Do you remember a post a few days ago when I talked about "willing semi-competence" and implied that the warm glow of beneficence was the only reward we volunteers can count on?
That would be a wrong implication.
Yesterday I accompanied a community chorus of 30 singers or so in a Rodgers and Hammerstein tribute, and folks, this group puts the "mixed" in "mixed chorus." The youngest member is in her 20s; the oldest is in his 80s. A couple are music teachers and others are almost-professional quality, but some don't read music. They met every Monday night since January, belting out "Oh, What a Beautiful Mornin'!" and "Bali Hai," and the old favorites that made R&H the old favorites.
I was at my spectacularly mediocre best for the performance, which is to say that I followed the group gamely when they skipped measures or double-counted the rests, but that I botched the piano interlude in "Climb Every Mountain." Again. Dang it.

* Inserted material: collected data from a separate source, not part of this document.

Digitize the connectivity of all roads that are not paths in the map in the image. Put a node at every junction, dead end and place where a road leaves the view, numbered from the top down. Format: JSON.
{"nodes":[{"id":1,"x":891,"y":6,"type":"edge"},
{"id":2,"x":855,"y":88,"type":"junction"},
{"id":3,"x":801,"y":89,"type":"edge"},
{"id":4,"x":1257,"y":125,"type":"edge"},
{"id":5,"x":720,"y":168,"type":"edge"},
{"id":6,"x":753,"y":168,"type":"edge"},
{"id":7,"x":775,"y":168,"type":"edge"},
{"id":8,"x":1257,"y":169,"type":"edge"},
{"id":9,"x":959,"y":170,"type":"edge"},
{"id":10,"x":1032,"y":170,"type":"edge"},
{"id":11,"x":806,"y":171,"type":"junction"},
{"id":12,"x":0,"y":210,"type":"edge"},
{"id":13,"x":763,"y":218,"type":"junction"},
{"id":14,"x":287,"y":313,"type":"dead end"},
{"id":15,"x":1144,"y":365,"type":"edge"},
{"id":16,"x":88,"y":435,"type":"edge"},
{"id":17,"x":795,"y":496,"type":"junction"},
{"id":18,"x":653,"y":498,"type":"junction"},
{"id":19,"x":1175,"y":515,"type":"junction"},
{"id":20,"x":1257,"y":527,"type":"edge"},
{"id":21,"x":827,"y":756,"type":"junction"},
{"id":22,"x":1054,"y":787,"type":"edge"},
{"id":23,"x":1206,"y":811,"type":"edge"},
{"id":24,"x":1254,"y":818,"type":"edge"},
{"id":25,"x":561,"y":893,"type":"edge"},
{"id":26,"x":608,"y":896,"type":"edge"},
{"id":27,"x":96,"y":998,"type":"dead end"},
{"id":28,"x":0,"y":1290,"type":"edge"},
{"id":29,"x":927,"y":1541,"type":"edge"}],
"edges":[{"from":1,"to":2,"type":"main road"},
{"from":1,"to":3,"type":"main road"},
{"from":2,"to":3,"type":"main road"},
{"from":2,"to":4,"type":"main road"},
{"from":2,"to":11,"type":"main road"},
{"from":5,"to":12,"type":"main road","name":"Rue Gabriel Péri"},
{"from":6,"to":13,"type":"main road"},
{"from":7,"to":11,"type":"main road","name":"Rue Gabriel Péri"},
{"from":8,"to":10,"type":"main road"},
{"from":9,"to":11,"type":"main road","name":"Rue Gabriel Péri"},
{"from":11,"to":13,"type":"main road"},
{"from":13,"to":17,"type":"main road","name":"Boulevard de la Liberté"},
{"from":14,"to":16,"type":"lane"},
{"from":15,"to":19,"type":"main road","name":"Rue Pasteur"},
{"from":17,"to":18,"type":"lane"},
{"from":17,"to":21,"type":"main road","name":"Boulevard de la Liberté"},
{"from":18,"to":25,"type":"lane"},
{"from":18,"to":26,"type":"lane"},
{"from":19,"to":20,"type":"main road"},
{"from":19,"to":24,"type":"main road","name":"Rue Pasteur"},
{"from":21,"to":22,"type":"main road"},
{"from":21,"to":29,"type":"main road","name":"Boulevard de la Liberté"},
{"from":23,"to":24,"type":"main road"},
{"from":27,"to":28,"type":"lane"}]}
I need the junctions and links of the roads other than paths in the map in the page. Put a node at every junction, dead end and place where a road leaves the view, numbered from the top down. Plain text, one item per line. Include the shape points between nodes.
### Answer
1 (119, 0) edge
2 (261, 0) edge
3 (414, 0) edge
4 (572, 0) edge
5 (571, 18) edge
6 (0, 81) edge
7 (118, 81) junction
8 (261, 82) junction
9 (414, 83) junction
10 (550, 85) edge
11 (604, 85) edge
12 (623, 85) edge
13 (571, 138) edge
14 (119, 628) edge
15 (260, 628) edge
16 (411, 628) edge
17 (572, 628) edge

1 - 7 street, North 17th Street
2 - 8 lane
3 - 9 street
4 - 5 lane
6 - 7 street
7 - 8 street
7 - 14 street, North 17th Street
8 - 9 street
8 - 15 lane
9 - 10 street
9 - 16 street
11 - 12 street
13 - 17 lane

But even though I cringed when I missed the interlude's cursed and oh-so-exposed leaps from the bottom to the top of the keyboard, I was smiling. Before the program started, one of the ladies had pinned a corsage on me and thanked me for playing. Every single member of the choir had made a point to thank me for making the trip to Neighbor Small Town for rehearsals, and acted as if my frequent flubs and missed accidentals were merely Rachmaninoff clearing his throat.
When the final note of the concert sounded ("OKLAHOMA--Okay---yah!") the audience applauded, then stood, and we walked off the stage in a rosy glow of acclamation. I followed one of the women who doesn't read music but nevertheless had sung a solo.
"So how much fun was that?" I whispered to her as we crossed behind the curtains.
She looked back at me, cheeks flushed and eyes bright.
"That?" she said, "was wicked fun."
And that, right there, is the best reward.